Mehr als jedes vierte Kind in Europa unter 16 Jahren ist von Armut bedroht. 22,85 Millionen oder 27,4 Prozent der Kinder wuchsen 2014 in benachteiligenden sozialen Verhältnissen heran. 2010 waren es noch 27,2 Prozent oder 22,6 Millionen der unter 16-Jährigen, ein Anstieg von über 200.000. Das geht aus Daten des Europäischen Statistikamtes Eurostat hervor, die die stellvertretende Fraktionsvorsitzende der Linken, Sabine Zimmermann, ausgewertet hat.

"Armut und soziale Ausgrenzung verharren in Europa auf skandalösem Niveau. Das bekommen auch ganz besonders die Kinder zu spüren", sagte Zimmermann. Daher seien "Investitionen und Umverteilung statt Kaputtsparen" gefragt.

Auch in Deutschland steigt nach Angaben von Zimmermann die Kinderarmut seit 2012 wieder an. Waren 2012 etwa 2,13 Millionen Kinder von Armut oder sozialer Ausgrenzung bedroht, waren es 2014 rund 2,27 Millionen, also 140.000 Kinder mehr. Der Anteil der armen Kinder an der Gesamtzahl der Kinder in Deutschland sei von 18,2 Prozent 2012 auf 19,3 Prozent 2014 gestiegen.
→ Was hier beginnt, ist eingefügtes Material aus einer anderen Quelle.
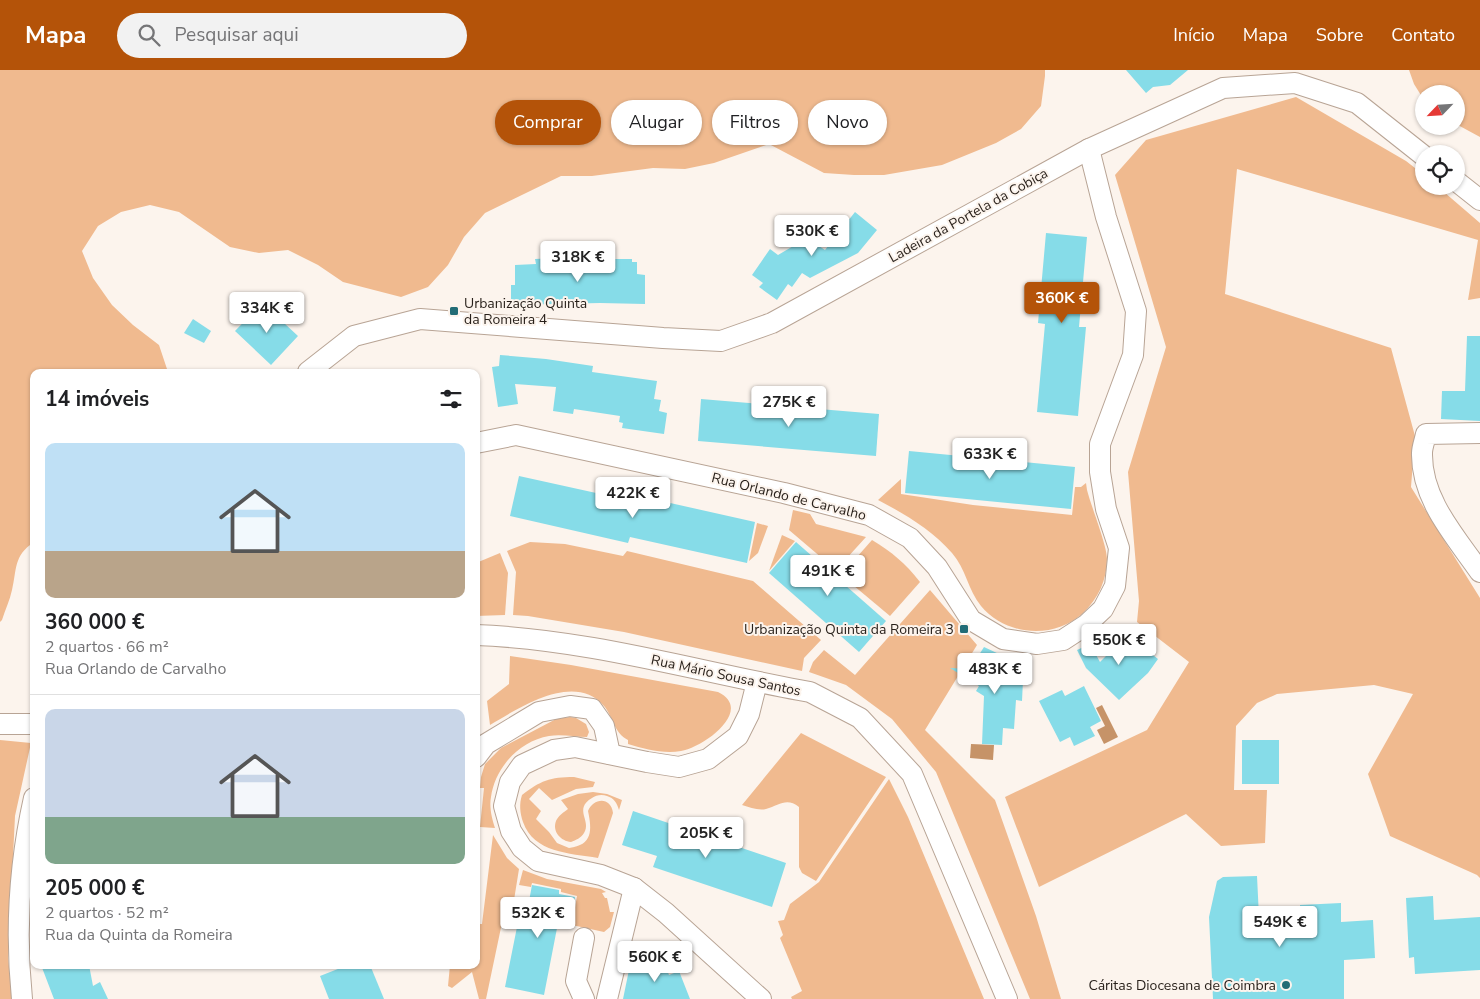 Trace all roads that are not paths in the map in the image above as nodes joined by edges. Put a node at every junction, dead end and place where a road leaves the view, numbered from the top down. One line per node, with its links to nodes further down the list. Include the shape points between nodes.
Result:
1 (1089, 149): 2 (street, Ladeira da Portela da Cobiça, via 1223,88 1295,83 1357,103); 5 (street, Ladeira da Portela da Cobiça, via 772,323 721,340 420,319 354,336); 7 (street, Rua Orlando de Carvalho, via 1106,217 1136,312 1133,355 1100,444 1100,472 1106,509 1119,548 1116,586 1103,609 1063,640 1037,644 1003,639 971,620 937,567 910,538 869,515 784,493 516,436)
2 (1415, 149)
3 (1465, 188): 4 (street)
4 (1480, 200)
5 (312, 369)
6 (1480, 433): 8 (street, via 1426,434 1422,452 1424,480 1435,507)
7 (480, 442)
8 (1480, 572)
9 (480, 635): 10 (street, Rua Mário Sousa Santos, via 508,636 624,654)
10 (757, 682): 14 (street, via 749,714 738,736 708,759 679,767); 22 (street, Rua Mário Sousa Santos, via 810,692 860,718 912,774)
11 (0, 724): 12 (street)
12 (30, 724)
13 (480, 752): 14 (street, via 486,744 539,712 570,706 592,709 604,726)
14 (610, 754): 16 (street, via 575,747 537,757 522,765 510,782 504,806 511,830 522,848 538,862 601,875)
15 (30, 814): 18 (street, via 19,888 18,958)
16 (634, 888): 20 (street); 21 (street)
17 (584, 938): 19 (street, via 576,981)
18 (22, 999)
19 (584, 999)
20 (607, 999)
21 (761, 999)
22 (1007, 999)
"Wir brauchen soziale Standards in Europa statt ein Europa des Sozial- und Lohndumpings", sagte Zimmermann. Besonders dramatisch sei in diesem Zusammenhang die Politik der Bundesregierung, die ihr Sparkonzept in ganz Europa durchsetze. "Die Aufgabe der Bundesregierung wäre es, mit durchgreifenden Maßnahmen gegen Armut und soziale Ausgrenzung in Deutschland und in Europa vorzugehen", sagte die Linken-Politikerin. Zimmermann forderte, unter anderem die Regelsätze für Kinder bei Hartz IV in Deutschland zu erhöhen. "Perspektivisch ist eine Kindergrundsicherung als eigenständige Leistung zu entwickeln."

Nach Daten der Bundesagentur für Arbeit (BA) aus dem Mai dieses Jahres ist in Deutschland etwa jedes siebte Kind von Hartz IV abhängig. 2015 waren im Schnitt 1,54 Millionen der unter 15-Jährigen betroffen. Das waren gut 30.000 mehr als im Vorjahr.

In einzelnen Regionen ist demnach die Lage besonders schwierig: So ist in den Stadtstaaten Bremen und Berlin mit 31,5 Prozent fast jedes dritte Kind unter 15 Jahren auf Hartz-IV-Leistungen angewiesen. Prozentual am wenigsten Betroffene sind Kinder in Bayern mit 6,5 Prozent.